Soldados formados há quase dois meses seguem sem designação e são usados em obras do Comando Geral
Desde o dia 15 de agosto, os novos soldados da Polícia Militar do Amapá, já formados e aptos para o serviço, ainda não foram distribuídos para os batalhões em que deveriam atuar. A denúncia, enviada a um deputado estadual, aponta que parte desses militares estaria sendo utilizada como mão de obra em obras internas no Quartel do Comando Geral (QCG), em Macapá.
Segundo o relato, os soldados têm sido direcionados para atividades de construção e reforma dentro das dependências do comando, o que tem gerado indignação entre familiares e colegas de farda.
“Os novos soldados estão sendo utilizados como mão de obra na obra do quartel do Comando Geral. Isso é um absurdo e precisa ser denunciado junto ao Ministério Público”, diz um trecho da mensagem encaminhada ao parlamentar.

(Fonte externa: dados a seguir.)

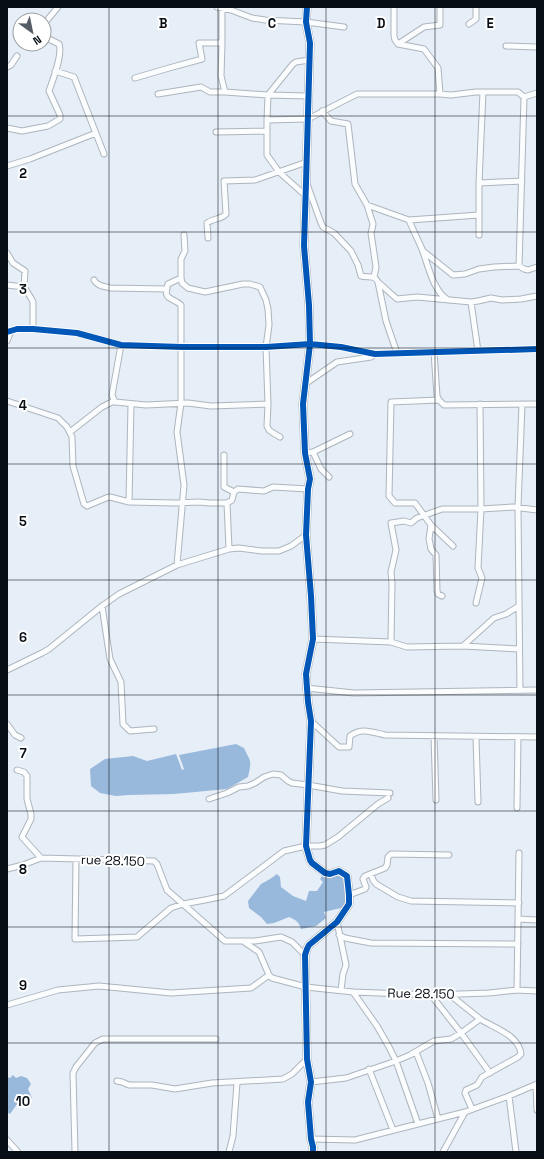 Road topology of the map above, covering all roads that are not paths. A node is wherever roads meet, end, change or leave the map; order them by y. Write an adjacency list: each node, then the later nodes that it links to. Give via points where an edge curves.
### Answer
1 (307, 7): 6 (street)
2 (394, 7): 11 (street, via 394,36)
3 (440, 7): 11 (street, via 440,25 424,27)
4 (476, 7): 7 (street, via 476,19)
5 (219, 8): 6 (street, via 252,18); 10 (street)
6 (306, 22): 8 (street); 15 (street, via 310,43)
7 (469, 24)
8 (344, 27)
9 (52, 40): 17 (street, via 59,44 60,48)
10 (222, 43): 18 (street, via 199,43 202,59); 19 (street, via 221,76)
11 (398, 44): 24 (street, via 424,49 438,68)
12 (506, 46): 13 (street)
13 (537, 47)
14 (17, 56): 16 (street)
15 (309, 60): 23 (street, via 293,64); 25 (street)
16 (7, 67)
17 (55, 71): 30 (street, via 49,91 60,115 59,120 48,126 22,131); 33 (street, via 74,78)
18 (135, 78)
19 (225, 92): 22 (street, via 210,92 201,87); 23 (street)
20 (483, 92): 24 (street); 26 (street, via 518,92); 40 (street)
21 (537, 93): 26 (street)
22 (158, 94)
23 (268, 94): 25 (street); 29 (street)
24 (440, 94): 27 (street, via 357,94)
25 (308, 96): 28 (street)
26 (524, 97): 38 (street)
27 (322, 111): 28 (street); 42 (street, via 334,123 348,124 355,184)
28 (308, 119): 29 (street); 35 (street)
29 (267, 120): 31 (street)
30 (7, 128)
31 (267, 131): 32 (street); 37 (street, via 267,155)
32 (216, 132)
33 (96, 133): 34 (street); 36 (street)
34 (104, 154)
35 (307, 162): 37 (street); 39 (street)
36 (7, 166)
37 (279, 172): 41 (street); 47 (street, via 255,180 224,181 226,214 207,223)
38 (522, 181): 40 (street); 50 (street)
39 (306, 183): 41 (street); 52 (street, via 320,223 351,251 361,276)
40 (479, 183): 43 (street)
41 (306, 196): 65 (street, via 304,246)
42 (367, 205): 44 (street); 52 (street, via 373,224 370,233 376,267)
43 (479, 215): 44 (street); 46 (street)
44 (409, 220): 48 (street)
45 (184, 235): 53 (street, via 185,251 181,258)
46 (479, 236)
47 (208, 238)
48 (422, 251): 50 (street, via 453,275 494,267); 60 (street, via 436,287)
49 (7, 252): 57 (street, via 13,263 25,271)
50 (519, 266): 51 (street, via 528,270)
51 (537, 267)
52 (374, 277): 55 (street)
53 (181, 278): 58 (street, via 168,284); 68 (street, via 182,283 188,288 201,291 243,284 260,287 268,309)
54 (94, 280): 58 (street, via 101,286 110,288)
55 (378, 282): 60 (street, via 397,299 417,297); 73 (street, via 386,321)
56 (7, 285): 57 (street)
57 (24, 286): 62 (street, via 32,302)
58 (166, 289): 67 (street, via 169,299 182,305)
59 (537, 296): 61 (street, via 502,300 491,298)
60 (450, 301): 61 (street)
61 (472, 302): 70 (street)
62 (33, 329): 63 (street); 66 (street, via 77,333)
63 (9, 332): 64 (street)
64 (7, 341)
65 (310, 344): 68 (street); 72 (street); 74 (street)
66 (121, 345): 67 (street); 77 (street, via 112,395)
67 (182, 347): 68 (street); 78 (street)
68 (266, 347): 80 (street)
69 (537, 349): 70 (street)
70 (478, 351): 71 (street)
71 (434, 352): 73 (street); 75 (street)
72 (375, 354): 73 (street); 74 (street, via 371,357 337,362)
73 (397, 354)
74 (305, 384): 88 (street)
75 (439, 400): 81 (street, via 444,404); 99 (street, via 391,402 389,496 395,503 415,503)
76 (7, 401): 84 (street, via 58,418)
77 (114, 401): 79 (street); 84 (street, via 102,407)
78 (180, 403): 79 (street); 80 (street, via 211,406); 94 (street, via 177,432 184,485)
79 (131, 404): 93 (street)
80 (268, 404): 86 (street, via 267,426)
81 (480, 404): 82 (street); 97 (street)
82 (522, 404): 83 (street); 96 (street)
83 (537, 404)
84 (70, 432): 93 (street, via 73,466 84,504 87,506 110,497)
85 (350, 434): 87 (street)
86 (280, 437)
87 (313, 452): 88 (street); 90 (street, via 321,469)
88 (305, 453): 91 (street, via 310,479)
89 (224, 455): 92 (street, via 224,487)
90 (330, 477)
91 (308, 489): 92 (street, via 273,486 264,491 238,489); 101 (street)
92 (234, 492): 95 (street, via 232,500)
93 (129, 502): 94 (street)
94 (182, 502): 95 (street); 104 (street)
95 (227, 503): 103 (street)
96 (518, 507): 97 (street); 98 (street); 108 (street)
97 (481, 509): 99 (street, via 442,509); 106 (street, via 478,568 482,578)
98 (537, 510)
99 (424, 515): 100 (street); 110 (street, via 411,523 391,523 396,550 391,572)
100 (431, 525): 102 (street); 105 (street, via 428,539 436,556 437,591)
101 (306, 534): 103 (street, via 291,546 279,551); 109 (street)
102 (453, 546)
103 (229, 549): 104 (street)
104 (177, 566): 107 (street, via 132,587)
105 (442, 596)
106 (476, 603)
107 (102, 606): 113 (street, via 49,649); 119 (street, via 110,659 121,682 123,724 130,731)
108 (519, 606): 111 (street, via 494,618); 112 (street)
109 (313, 639): 110 (street); 114 (street)
110 (391, 642): 111 (street, via 407,647)
111 (463, 646): 112 (street)
112 (519, 649): 116 (street)
113 (7, 670)
114 (306, 688): 116 (street, via 354,693); 117 (street)
115 (537, 690): 116 (street)
116 (520, 691)
117 (311, 721): 120 (street, via 339,747 349,747 350,736 358,731 385,735); 126 (street)
118 (7, 724): 124 (street, via 15,735)
119 (154, 729)
120 (434, 736): 121 (street); 128 (street)
121 (476, 737): 122 (street); 129 (street)
122 (518, 737): 123 (street); 130 (street)
123 (537, 737)
124 (21, 738)
125 (17, 770): 134 (street, via 26,774 27,799 31,814 22,837)
126 (308, 784): 127 (street, via 292,783 281,775 273,774 248,786 239,786 228,793); 131 (street); 131 (street, via 389,796 325,845)
127 (209, 799)
128 (436, 800)
129 (478, 802)
130 (517, 808)
131 (306, 846): 138 (street, via 310,860 325,873 339,871 347,876); 140 (street, via 284,851 224,896)
132 (519, 853): 139 (street)
133 (449, 855): 137 (street, via 391,854 385,868)
134 (41, 858): 135 (street, rue 28.150); 136 (street)
135 (76, 859): 140 (street, rue 28.150, via 154,861 167,890); 140 (street, via 75,939 137,937 171,908)
136 (7, 868)
137 (371, 874): 138 (street, via 363,879 365,889); 139 (street, via 376,884 398,897 411,901)
138 (349, 895): 143 (street, via 348,904)
139 (519, 903): 141 (street)
140 (183, 904): 145 (street, rue 28.150, via 225,941)
141 (518, 919): 142 (street); 146 (street)
142 (537, 920)
143 (337, 922): 144 (street); 147 (street, via 309,945)
144 (339, 935): 146 (street, via 372,944); 150 (street, via 346,965)
145 (242, 941): 147 (street, rue 28.150, via 281,937 292,942); 148 (street, rue 28.150, via 259,952)
146 (518, 944): 151 (street)
147 (305, 955): 149 (street)
148 (269, 975): 149 (street); 156 (street, via 251,988 171,993 99,986 58,990)
149 (306, 987): 150 (street, Rue 28.150); 161 (street)
150 (341, 990): 152 (street, Rue 28.150)
151 (518, 990): 153 (street, Rue 28.150); 154 (street, Rue 28.150)
152 (353, 992): 155 (street, Rue 28.150); 162 (street, via 377,1026)
153 (537, 992)
154 (449, 994): 155 (street, Rue 28.150); 157 (street)
155 (431, 995): 158 (street)
156 (7, 1006)
157 (480, 1020): 158 (street); 164 (street, via 509,1035 520,1048 521,1054 518,1057)
158 (461, 1033): 160 (street, via 449,1040 434,1041); 164 (street)
159 (216, 1039): 179 (street, via 103,1039 95,1044 73,1073)
160 (416, 1052): 162 (street); 173 (street)
161 (308, 1059): 166 (street); 167 (street, via 283,1079)
162 (396, 1061): 163 (street); 174 (street)
163 (369, 1069): 166 (street, via 346,1078); 175 (street)
164 (490, 1073): 170 (street, via 482,1077 477,1085 465,1091)
165 (117, 1081): 167 (street, via 128,1085 158,1085 175,1090)
166 (311, 1082): 176 (street, via 308,1102)
167 (237, 1083): 180 (street, via 233,1136)
168 (536, 1084): 169 (street); 171 (street)
169 (509, 1096): 170 (street); 183 (street)
170 (472, 1109): 172 (street)
171 (537, 1110)
172 (465, 1112): 173 (street); 182 (street)
173 (438, 1119): 174 (street)
174 (418, 1124): 175 (street)
175 (393, 1130): 176 (street, via 355,1140)
176 (310, 1139): 181 (street)
177 (7, 1140): 178 (street)
178 (18, 1152)
179 (75, 1152)
180 (229, 1152)
181 (313, 1152)
182 (443, 1152)
183 (516, 1152)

A crítica também recai sobre a gestão do governador Clécio Luís, acusada de não fiscalizar devidamente a própria estrutura administrativa e de atrasar a designação dos novos policiais. A denúncia ainda afirma que os serviços extras não estariam sendo pagos e levanta a suspeita de que a demora na distribuição dos militares serviria para manter essa “mão de obra barata” nas obras do quartel.